* Exercise *
Copy out each line of the data below in which "highway" appears.

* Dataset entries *
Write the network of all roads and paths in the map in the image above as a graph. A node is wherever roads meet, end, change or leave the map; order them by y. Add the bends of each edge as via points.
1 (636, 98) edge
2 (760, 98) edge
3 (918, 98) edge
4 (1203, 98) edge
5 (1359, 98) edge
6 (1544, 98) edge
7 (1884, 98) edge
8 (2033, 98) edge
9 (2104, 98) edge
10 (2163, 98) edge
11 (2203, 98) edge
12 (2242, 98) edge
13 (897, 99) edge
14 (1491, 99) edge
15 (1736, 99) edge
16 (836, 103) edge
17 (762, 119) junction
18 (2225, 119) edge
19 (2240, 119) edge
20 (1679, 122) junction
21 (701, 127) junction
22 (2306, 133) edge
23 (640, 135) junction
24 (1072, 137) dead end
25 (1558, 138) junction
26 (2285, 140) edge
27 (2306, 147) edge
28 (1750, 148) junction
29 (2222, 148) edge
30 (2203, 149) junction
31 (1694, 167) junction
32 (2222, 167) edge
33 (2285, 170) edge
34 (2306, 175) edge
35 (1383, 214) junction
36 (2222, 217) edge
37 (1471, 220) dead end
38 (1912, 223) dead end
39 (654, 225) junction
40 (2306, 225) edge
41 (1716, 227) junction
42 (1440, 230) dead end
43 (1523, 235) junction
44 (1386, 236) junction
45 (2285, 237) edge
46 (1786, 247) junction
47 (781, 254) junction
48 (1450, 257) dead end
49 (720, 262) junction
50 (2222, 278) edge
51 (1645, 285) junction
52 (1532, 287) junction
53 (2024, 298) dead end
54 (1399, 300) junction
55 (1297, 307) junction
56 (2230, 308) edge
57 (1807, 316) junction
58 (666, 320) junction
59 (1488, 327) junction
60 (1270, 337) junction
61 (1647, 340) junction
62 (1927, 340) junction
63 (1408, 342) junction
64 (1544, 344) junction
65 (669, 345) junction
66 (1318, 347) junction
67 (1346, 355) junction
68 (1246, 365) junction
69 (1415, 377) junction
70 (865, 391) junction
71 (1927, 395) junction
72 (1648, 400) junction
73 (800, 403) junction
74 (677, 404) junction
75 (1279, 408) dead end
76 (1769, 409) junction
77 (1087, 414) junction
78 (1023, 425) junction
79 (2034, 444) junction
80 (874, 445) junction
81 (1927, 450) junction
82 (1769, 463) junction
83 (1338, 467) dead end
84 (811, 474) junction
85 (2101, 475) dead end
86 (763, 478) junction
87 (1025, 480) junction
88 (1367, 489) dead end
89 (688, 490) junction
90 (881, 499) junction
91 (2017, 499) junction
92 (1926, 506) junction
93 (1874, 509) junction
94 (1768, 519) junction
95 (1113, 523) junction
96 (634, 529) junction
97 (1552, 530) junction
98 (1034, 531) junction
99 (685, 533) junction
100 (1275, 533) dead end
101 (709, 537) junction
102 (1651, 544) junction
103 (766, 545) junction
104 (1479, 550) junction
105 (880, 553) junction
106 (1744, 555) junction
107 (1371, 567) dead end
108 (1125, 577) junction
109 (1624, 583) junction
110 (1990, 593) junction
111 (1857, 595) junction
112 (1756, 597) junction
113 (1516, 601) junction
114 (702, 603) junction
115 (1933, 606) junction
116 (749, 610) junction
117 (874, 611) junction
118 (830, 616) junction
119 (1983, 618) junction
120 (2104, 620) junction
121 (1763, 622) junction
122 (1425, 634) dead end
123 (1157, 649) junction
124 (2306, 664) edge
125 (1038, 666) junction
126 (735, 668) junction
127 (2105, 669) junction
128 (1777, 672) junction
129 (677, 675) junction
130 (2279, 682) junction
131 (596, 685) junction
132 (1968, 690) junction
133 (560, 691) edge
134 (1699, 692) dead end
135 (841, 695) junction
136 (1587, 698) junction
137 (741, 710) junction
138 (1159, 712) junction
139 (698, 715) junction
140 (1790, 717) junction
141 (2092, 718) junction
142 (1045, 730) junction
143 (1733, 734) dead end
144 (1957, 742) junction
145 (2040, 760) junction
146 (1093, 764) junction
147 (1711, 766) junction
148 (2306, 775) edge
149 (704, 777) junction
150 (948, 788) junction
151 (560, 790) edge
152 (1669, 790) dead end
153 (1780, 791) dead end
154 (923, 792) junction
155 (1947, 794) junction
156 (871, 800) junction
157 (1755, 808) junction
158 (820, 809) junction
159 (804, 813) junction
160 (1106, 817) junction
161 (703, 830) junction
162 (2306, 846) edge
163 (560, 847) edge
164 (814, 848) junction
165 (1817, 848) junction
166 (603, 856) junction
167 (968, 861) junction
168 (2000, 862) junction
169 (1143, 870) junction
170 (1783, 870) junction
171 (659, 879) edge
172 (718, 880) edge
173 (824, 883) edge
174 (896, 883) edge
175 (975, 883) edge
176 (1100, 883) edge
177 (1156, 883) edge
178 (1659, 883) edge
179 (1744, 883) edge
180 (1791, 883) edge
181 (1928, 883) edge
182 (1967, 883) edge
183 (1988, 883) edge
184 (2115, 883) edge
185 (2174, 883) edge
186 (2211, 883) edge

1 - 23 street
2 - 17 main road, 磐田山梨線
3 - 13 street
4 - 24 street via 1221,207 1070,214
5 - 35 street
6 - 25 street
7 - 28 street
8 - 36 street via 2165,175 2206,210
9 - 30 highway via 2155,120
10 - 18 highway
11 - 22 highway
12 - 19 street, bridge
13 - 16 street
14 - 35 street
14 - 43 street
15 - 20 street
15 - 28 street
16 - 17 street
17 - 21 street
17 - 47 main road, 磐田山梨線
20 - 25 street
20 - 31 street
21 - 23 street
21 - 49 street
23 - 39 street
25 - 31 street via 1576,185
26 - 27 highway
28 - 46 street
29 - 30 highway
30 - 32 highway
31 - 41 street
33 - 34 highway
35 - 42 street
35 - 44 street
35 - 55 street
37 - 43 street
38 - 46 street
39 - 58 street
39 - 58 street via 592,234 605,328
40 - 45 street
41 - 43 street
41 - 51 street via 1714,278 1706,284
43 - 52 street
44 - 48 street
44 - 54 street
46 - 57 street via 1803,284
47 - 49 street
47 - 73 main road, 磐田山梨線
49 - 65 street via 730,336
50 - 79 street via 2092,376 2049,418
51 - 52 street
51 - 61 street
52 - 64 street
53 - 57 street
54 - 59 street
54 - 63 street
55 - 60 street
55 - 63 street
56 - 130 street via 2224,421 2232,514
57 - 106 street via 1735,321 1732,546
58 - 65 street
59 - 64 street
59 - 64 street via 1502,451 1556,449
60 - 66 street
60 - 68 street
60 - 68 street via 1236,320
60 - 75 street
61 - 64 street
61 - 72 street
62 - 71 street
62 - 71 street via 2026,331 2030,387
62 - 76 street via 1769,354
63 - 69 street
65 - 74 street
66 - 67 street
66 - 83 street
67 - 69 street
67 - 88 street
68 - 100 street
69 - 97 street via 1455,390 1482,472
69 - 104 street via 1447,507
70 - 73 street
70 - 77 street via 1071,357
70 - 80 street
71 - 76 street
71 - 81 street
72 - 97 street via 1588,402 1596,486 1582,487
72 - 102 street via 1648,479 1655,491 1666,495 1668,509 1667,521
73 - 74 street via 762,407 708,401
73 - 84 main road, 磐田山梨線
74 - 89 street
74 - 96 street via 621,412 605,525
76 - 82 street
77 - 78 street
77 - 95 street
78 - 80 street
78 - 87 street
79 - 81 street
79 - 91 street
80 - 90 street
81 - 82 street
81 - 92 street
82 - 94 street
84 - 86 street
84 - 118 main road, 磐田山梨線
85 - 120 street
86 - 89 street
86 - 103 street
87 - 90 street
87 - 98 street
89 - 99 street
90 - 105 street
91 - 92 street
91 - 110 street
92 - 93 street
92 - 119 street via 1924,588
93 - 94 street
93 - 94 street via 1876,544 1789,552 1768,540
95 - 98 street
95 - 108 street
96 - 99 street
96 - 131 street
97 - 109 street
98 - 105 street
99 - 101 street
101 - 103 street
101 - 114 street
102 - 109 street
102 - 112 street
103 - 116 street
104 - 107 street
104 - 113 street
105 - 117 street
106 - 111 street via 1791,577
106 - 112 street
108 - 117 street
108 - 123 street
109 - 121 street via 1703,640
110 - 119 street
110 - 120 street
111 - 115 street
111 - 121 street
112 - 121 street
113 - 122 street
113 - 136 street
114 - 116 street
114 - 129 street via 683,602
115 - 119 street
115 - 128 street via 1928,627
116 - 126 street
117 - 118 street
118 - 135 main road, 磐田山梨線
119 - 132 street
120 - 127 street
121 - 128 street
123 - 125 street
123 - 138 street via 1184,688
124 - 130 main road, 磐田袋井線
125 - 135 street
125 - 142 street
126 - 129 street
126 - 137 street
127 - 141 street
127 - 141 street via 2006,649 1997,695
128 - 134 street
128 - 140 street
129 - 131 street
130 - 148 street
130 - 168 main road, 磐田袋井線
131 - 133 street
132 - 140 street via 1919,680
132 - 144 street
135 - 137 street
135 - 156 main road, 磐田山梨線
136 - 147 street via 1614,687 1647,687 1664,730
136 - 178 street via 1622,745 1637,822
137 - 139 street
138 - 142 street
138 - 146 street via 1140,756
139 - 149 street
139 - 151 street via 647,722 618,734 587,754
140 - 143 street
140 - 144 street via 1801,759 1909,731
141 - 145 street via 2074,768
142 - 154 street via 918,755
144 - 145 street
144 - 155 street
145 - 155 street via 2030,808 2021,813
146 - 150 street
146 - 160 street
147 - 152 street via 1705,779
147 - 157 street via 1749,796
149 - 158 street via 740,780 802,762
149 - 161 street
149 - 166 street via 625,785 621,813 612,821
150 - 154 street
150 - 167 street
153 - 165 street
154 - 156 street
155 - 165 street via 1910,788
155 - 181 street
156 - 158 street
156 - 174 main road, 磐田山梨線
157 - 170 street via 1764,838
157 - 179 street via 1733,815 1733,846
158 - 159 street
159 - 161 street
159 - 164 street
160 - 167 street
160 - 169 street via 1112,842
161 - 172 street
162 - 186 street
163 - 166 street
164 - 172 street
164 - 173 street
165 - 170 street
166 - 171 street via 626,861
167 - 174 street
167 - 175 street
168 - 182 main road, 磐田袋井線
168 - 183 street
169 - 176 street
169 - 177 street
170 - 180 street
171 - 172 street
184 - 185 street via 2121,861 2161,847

* Written response *
9 - 30 highway via 2155,120
10 - 18 highway
11 - 22 highway
26 - 27 highway
29 - 30 highway
30 - 32 highway
33 - 34 highway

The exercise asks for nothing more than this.